Relative Indications for Exchange Blood Transfusion 

  • Intractable or very frequent severe crises
  • Major priapism unresponsive to other therapy.

Note:

  • Because  the  cardiovascular  system  adjusts  to  the  chronic  anaemia,  blood  transfusion  is  not routinely indicated in steady state SCD simply for the reason that haemoglobin level is below 8– 10g/dl.
  • Packed red cells transfusion is preferred to minimize the risk of fluid overload

 

SCD in Pregnancy

  • Stop hydroxyurea 3 months before conception
  • Educate the patient about the risks associated with pregnancy in SCD.
  • Determine the haemoglobinopathy status of the partner.
  • Document pre-pregnancy baseline results if any.
  • Refer the patient to a high-risk antenatal clinic for proper follow up
  • Prescribe routine prenatal vitamins, see under Obstetric and gynaecology chapter
  • Prophylactic blood transfusion is not recommended.
  • Vaginal delivery is preferred unless there is indication for caesarian section.
  • Prescribe prophylaxis for venous thromboembolism (VTE) for patients with additional risk factors for VTE e.g history of VTE. See details under coagulation disorders section 3.5
  • Monitor hydration status, warmth and give analgesia as needed after delivery.
  • Assess and manage neonatal opioid dependency and withdrawal all infants with history of in utero opioid exposure.

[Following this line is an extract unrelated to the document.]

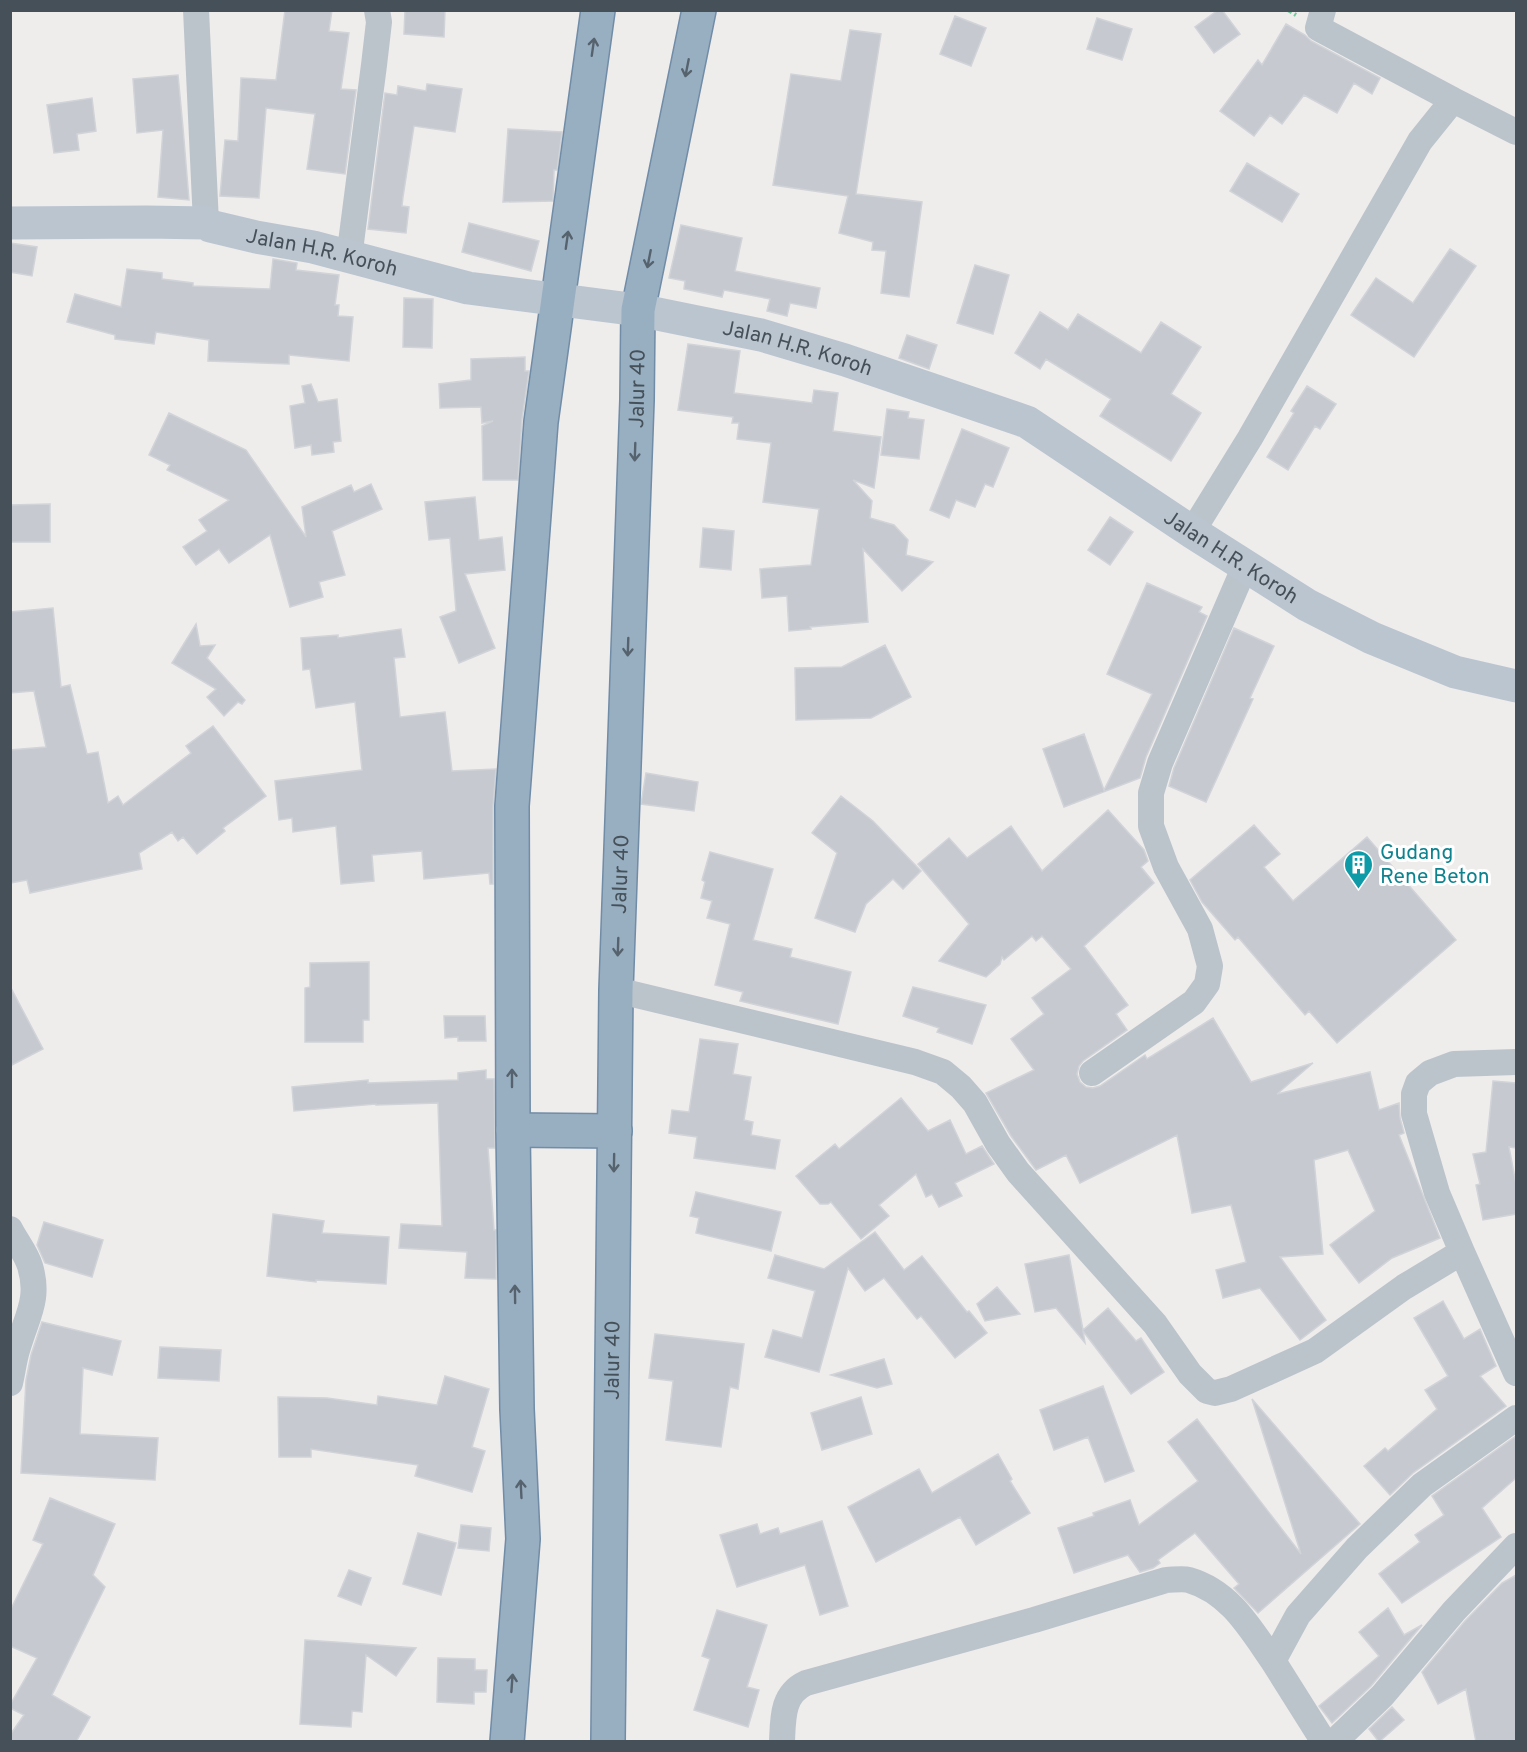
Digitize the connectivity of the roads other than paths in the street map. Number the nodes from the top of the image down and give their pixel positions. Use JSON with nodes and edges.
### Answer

Pharmacological Treatment. 

A:  acetylsalycylic acid (PO) 75mg 24hourly, starting from the second trimester to reduce  the risk of pre-eclampsia.

SCD emergency conditions

Acute chest syndrome 

  • Life threatening – admit the patient in a high dependency unit or ICU,
  • Diagnostic criteria – respiratory distress (fast breathing, SPO2<95% on air) and/or pleuritic pain, cough, fever, tachycardia, infiltrates on CXR,
  • Investigations – arterial blood gases, creatinine, electrolytes, ALT, FBP, malaria test, blood and urine culture and sensitivity, CRP, CXR, HPLC,
  • Management  –  Give  supplemental  oxygen  to  maintain  SPO2>95%,  analgesia  for  pain relief, fluids per hydration protocol, broad spectrum antibiotics while awaiting culture and sensitivity results, top up blood transfusion or exchange transfusion if expertise available.

Acute anaemia 

  • Haemoglobin < 5g/dl or recent acute drop in Hb >2g/dl below steady state.
  • Causes – infection, splenic sequestration, haemolytic crisis and aplastic crisis.
  • Investigations – do FBP, reticulocyte count, creatinine, bilirubin, ALT, LDH, malaria test, urine and blood culture and sensitivity, blood grouping and cross-matching,
  • Management  –  immediately  transfuse  packed  red  cells  10mls/kg  over  4hours,  repeat transfusion as needed as per transfusion protocol, treat the underlying cause, document size of liver and spleen.

Stroke

  • See management details under central nervous system chapter,
  • Exchange transfusion or top up transfusion to prevent recurrent stroke.